═══ Data for this task ═══
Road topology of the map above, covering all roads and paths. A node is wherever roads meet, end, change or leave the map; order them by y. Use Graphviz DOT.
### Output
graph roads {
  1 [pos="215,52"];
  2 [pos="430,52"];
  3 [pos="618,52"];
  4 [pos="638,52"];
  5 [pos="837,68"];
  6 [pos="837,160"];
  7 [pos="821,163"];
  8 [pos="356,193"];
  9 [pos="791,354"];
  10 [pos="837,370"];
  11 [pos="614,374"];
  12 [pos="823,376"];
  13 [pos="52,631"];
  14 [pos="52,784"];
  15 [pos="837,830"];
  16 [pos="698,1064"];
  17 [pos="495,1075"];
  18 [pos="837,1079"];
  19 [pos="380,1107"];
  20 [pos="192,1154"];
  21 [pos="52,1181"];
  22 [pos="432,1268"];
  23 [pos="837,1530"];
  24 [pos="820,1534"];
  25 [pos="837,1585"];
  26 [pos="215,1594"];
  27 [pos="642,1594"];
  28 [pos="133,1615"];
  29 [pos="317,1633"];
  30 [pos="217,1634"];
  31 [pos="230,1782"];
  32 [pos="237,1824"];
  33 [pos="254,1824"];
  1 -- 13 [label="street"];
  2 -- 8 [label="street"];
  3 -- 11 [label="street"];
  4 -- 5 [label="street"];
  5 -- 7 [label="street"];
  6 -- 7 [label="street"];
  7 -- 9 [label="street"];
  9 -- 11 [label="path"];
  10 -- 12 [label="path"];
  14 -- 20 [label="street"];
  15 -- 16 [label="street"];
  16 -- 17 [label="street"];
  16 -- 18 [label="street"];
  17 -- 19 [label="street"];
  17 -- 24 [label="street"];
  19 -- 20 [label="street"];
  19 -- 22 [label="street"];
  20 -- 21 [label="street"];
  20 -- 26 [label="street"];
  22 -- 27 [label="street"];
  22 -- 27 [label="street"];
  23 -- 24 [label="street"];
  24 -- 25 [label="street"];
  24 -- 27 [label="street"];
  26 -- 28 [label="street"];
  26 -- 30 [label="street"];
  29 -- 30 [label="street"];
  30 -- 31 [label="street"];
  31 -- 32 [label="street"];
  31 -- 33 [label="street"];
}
═══
● **Work to complete**
Show each line of the listing that holds the string "roads".

● **Output for this exercise**
Road topology of the map above, covering all roads and paths. A node is wherever roads meet, end, change or leave the map; order them by y. Use Graphviz DOT.
graph roads {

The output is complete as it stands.